**YOUR TASK**
Produce an exact transcription of the listing below, omitting the pictures.

==============================

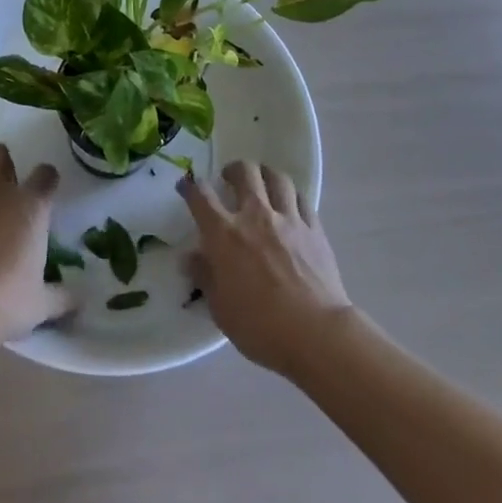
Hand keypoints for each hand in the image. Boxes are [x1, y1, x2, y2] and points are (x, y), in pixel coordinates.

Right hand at [179, 160, 351, 376]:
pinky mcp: (314, 228)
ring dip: (265, 174)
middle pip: (244, 173)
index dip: (191, 187)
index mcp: (224, 234)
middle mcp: (255, 215)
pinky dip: (292, 196)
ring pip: (276, 178)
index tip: (186, 186)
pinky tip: (290, 205)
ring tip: (262, 182)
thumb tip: (190, 258)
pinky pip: (301, 199)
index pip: (201, 197)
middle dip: (233, 170)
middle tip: (229, 179)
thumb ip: (205, 277)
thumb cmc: (260, 327)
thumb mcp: (220, 309)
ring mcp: (288, 219)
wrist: (315, 333)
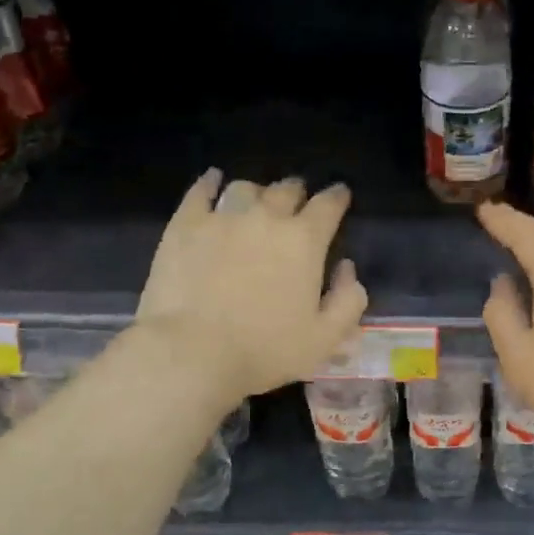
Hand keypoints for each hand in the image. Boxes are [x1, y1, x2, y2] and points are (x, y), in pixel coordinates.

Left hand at [138, 171, 368, 406]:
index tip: (340, 195)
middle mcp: (266, 217)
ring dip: (259, 192)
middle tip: (299, 201)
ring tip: (258, 200)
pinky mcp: (184, 226)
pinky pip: (200, 192)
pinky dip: (210, 184)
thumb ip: (349, 300)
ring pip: (246, 188)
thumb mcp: (326, 337)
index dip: (337, 197)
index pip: (329, 205)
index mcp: (305, 241)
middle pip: (287, 189)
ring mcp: (222, 218)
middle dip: (298, 192)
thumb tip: (347, 268)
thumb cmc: (266, 350)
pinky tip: (213, 181)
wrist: (193, 352)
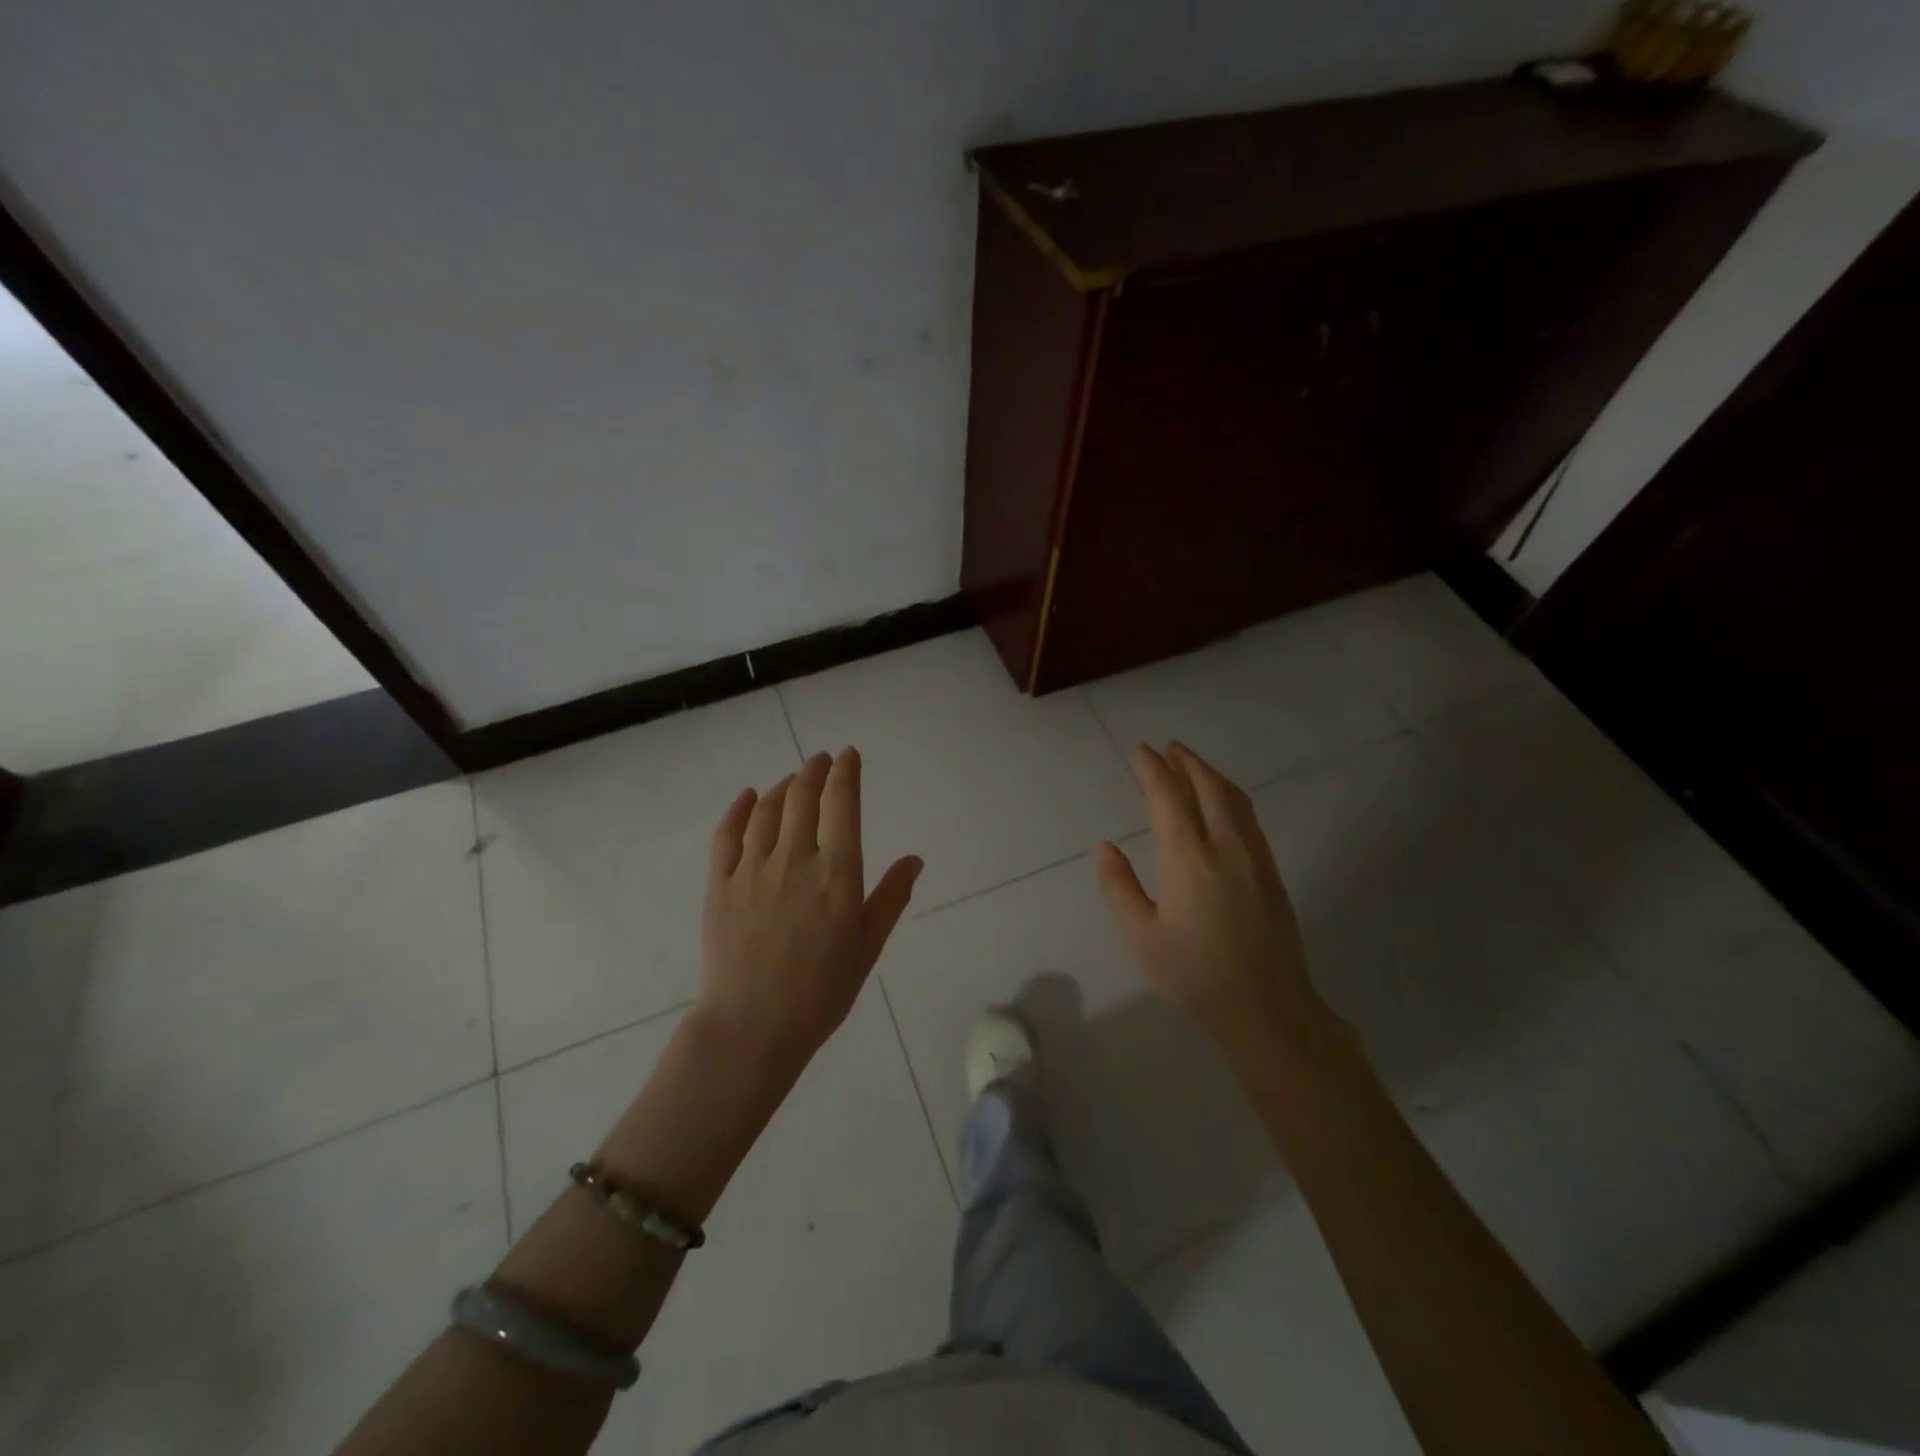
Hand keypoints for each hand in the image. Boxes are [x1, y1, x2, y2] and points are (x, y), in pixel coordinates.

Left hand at [696, 748, 920, 1077]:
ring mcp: (752, 869)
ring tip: (794, 779)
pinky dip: (739, 809)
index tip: (849, 755)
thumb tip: (914, 859)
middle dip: (815, 770)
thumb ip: (891, 898)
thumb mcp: (867, 946)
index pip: (842, 805)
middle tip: (822, 759)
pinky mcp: (719, 884)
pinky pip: (727, 834)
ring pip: (767, 810)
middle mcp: (794, 860)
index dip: (846, 773)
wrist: (752, 1028)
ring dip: (784, 786)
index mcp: (836, 874)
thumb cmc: (821, 992)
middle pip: (803, 797)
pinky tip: (749, 797)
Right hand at [1096, 742, 1327, 1045]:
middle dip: (1186, 762)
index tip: (1140, 751)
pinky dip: (1230, 796)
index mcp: (1187, 858)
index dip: (1153, 770)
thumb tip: (1106, 847)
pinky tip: (1223, 804)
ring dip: (1211, 775)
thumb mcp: (1140, 936)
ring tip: (1192, 765)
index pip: (1168, 797)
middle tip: (1168, 748)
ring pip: (1234, 798)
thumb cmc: (1193, 975)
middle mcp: (1224, 846)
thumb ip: (1119, 886)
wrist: (1267, 1009)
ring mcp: (1254, 857)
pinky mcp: (1272, 872)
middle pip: (1207, 787)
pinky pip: (1248, 817)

==============================

**EXERCISE OUTPUT**
Hand keypoints for each hand in the image. Boxes are [x1, y1, x2, y2] and points are (x, y), in pixel coordinates.

Right hand at [179, 160, 351, 376]:
pinky mcp: (314, 228)
ring dip: (265, 174)
middle pip: (244, 173)
index dip: (191, 187)
index mcp: (224, 234)
middle mcp: (255, 215)
pinky dip: (292, 196)
ring pip: (276, 178)
index tip: (186, 186)
pinky tip: (290, 205)
ring tip: (262, 182)
thumb tip: (190, 258)
pinky pip: (301, 199)
index pip: (201, 197)
middle dip: (233, 170)
middle tip: (229, 179)
thumb ip: (205, 277)
thumb cmc: (260, 327)
thumb mcp: (220, 309)
ring mcp: (288, 219)
wrist: (315, 333)
Hand keypoints for each hand in the image. Boxes are [x1, y1, x2, y2] and points are (x, y), in pixel coordinates.

Left hand at [138, 171, 368, 406]:
index tip: (340, 195)
middle mcp: (266, 217)
ring dip: (259, 192)
middle tip: (299, 201)
ring tip: (258, 200)
pinky mcp: (184, 226)
pinky pip: (200, 192)
pinky dip: (210, 184)
thumb ip: (349, 300)
ring pip: (246, 188)
thumb mcp: (326, 337)
index dip: (337, 197)
index pip: (329, 205)
index mcp: (305, 241)
middle pip: (287, 189)
ring mcp: (222, 218)
middle dip: (298, 192)
thumb tip: (347, 268)
thumb cmc: (266, 350)
pinky tip: (213, 181)
wrist: (193, 352)
Hand keypoints for each hand in the image. Boxes are [x1, y1, x2, y2] and points are (x, y), in pixel coordinates.

Left hand at [696, 748, 920, 1077]:
ring mcp: (752, 869)
ring tip: (794, 779)
pinky dip: (739, 809)
index tip: (849, 755)
thumb tip: (914, 859)
middle dip: (815, 770)
thumb ip: (891, 898)
thumb mcp: (867, 946)
index pip: (842, 805)
middle tip: (822, 759)
pinky mcp: (719, 884)
pinky pip: (727, 834)
ring pip: (767, 810)
middle mcp: (794, 860)
index dip: (846, 773)
wrist: (752, 1028)
ring dip: (784, 786)
index mcp: (836, 874)
thumb cmc: (821, 992)
middle pip: (803, 797)
pinky tip: (749, 797)
Right hand at [1096, 742, 1327, 1045]:
middle dip: (1186, 762)
index tip: (1140, 751)
pinky dip: (1230, 796)
index mcp: (1187, 858)
index dip: (1153, 770)
thumb tip: (1106, 847)
pinky tip: (1223, 804)
ring dip: (1211, 775)
thumb mcp: (1140, 936)
ring tip: (1192, 765)
index pip: (1168, 797)
middle tip: (1168, 748)
ring pip: (1234, 798)
thumb cmc: (1193, 975)
middle mcp: (1224, 846)
thumb ip: (1119, 886)
wrist: (1267, 1009)
ring mcp: (1254, 857)
pinky mcp: (1272, 872)
middle pip: (1207, 787)
pinky pip: (1248, 817)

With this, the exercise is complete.